Julien Gracq, Un Balcon en forêt, Éditions José Corti, 1958
En 1940, Julien Gracq a trouvé dans la Drôle de guerre une situation d'attente qui rejoint l'un de ses tropismes littéraires. Près de quinze ans après, dans Un balcon en forêt, c'est ce climat qu'il décrit, de façon réaliste, mais dans le cadre imaginaire d'une maison forte des Ardennes.

La chambre était un grenier assez étroit dont les fenêtres donnaient sur la Meuse ; dans l’angle opposé au lit de fer, des fruits séchaient, étalés sur de vieux journaux qui tapissaient une commode bancale : l’odeur obsédante et douceâtre des pommes sures était si agressive qu’il eut un haut-le-cœur.
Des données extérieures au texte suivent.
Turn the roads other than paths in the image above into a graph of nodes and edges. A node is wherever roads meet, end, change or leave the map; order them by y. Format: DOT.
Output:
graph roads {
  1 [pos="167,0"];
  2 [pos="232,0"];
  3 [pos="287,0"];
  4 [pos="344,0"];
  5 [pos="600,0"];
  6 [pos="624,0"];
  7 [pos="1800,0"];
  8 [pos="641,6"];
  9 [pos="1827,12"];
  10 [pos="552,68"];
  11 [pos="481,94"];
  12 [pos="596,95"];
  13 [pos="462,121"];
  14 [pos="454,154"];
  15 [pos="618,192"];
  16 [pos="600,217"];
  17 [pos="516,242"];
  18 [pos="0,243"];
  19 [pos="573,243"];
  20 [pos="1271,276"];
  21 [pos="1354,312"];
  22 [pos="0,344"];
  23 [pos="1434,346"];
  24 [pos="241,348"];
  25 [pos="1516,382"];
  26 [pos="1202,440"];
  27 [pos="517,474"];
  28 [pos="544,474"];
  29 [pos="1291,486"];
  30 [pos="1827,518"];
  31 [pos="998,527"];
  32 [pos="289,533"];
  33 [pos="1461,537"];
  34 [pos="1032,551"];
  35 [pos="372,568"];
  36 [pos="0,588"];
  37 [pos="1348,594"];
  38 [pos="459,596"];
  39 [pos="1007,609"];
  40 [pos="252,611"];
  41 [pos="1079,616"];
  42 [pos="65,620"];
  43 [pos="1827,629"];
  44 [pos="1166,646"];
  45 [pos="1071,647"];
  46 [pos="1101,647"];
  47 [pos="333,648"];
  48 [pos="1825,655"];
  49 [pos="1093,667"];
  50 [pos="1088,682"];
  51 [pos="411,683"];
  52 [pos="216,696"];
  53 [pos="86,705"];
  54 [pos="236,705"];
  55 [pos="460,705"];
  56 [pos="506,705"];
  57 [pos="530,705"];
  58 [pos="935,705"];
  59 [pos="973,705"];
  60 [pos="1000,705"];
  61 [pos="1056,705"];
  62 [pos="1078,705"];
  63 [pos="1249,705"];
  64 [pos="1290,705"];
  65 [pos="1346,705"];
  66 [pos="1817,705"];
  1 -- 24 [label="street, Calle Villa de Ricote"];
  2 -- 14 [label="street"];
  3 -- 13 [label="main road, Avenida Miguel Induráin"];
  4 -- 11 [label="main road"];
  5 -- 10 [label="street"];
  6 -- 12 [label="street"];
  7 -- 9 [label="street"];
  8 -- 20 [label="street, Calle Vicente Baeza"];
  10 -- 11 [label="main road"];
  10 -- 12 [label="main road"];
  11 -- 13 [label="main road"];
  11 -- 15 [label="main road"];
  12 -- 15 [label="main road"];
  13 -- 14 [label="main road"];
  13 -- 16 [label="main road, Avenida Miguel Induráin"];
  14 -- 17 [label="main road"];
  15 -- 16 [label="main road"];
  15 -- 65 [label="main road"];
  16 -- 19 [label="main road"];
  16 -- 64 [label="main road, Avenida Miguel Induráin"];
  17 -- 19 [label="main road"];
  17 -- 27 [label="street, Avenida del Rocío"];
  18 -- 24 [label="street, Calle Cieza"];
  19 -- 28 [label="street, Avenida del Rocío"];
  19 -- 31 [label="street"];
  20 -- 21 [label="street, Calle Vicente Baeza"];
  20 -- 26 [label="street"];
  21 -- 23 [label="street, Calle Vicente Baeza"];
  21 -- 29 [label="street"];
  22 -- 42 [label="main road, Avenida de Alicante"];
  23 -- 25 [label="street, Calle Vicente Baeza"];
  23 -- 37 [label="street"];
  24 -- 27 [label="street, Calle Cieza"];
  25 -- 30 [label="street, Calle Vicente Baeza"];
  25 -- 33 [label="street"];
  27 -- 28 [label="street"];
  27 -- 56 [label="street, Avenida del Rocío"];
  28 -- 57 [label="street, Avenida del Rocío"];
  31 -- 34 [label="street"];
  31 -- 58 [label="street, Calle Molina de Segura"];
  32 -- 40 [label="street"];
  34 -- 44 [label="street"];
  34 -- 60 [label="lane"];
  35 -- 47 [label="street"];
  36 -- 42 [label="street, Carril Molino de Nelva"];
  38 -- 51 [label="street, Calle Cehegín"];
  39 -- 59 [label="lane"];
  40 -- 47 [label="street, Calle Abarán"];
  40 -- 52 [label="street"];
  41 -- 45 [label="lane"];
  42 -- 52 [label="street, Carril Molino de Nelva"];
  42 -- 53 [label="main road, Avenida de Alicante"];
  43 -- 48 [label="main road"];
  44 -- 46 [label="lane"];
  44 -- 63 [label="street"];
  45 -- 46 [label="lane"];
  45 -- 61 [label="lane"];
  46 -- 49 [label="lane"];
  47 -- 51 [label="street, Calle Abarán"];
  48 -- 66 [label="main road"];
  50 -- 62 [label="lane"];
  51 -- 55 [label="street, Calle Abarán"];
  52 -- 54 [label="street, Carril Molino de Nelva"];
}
Il ouvrit les fenêtres toutes grandes et s’assit sur une malle, complètement dégrisé. Les draps, les couvertures, fleuraient la pomme pourrie comme un vieux pressoir ; il tira le lit tout contre la fenêtre ouverte. La flamme de la bougie vacilla avec le lent courant d’air de la rivière ; entre les chevrons du toit, on apercevait les lourdes dalles de schiste de la Meuse, d’une étrange couleur lie de vin. Il se dévêtit, l’humeur très sombre : cette bourgade de fonderies, ces ruelles couleur de houille, le colonel, les pommes, tout, de cette prise de contact avec la vie de cantonnement, lui déplaisait. « Une maison-forte, songeait-il, qu’est-ce que cela peut être ? ».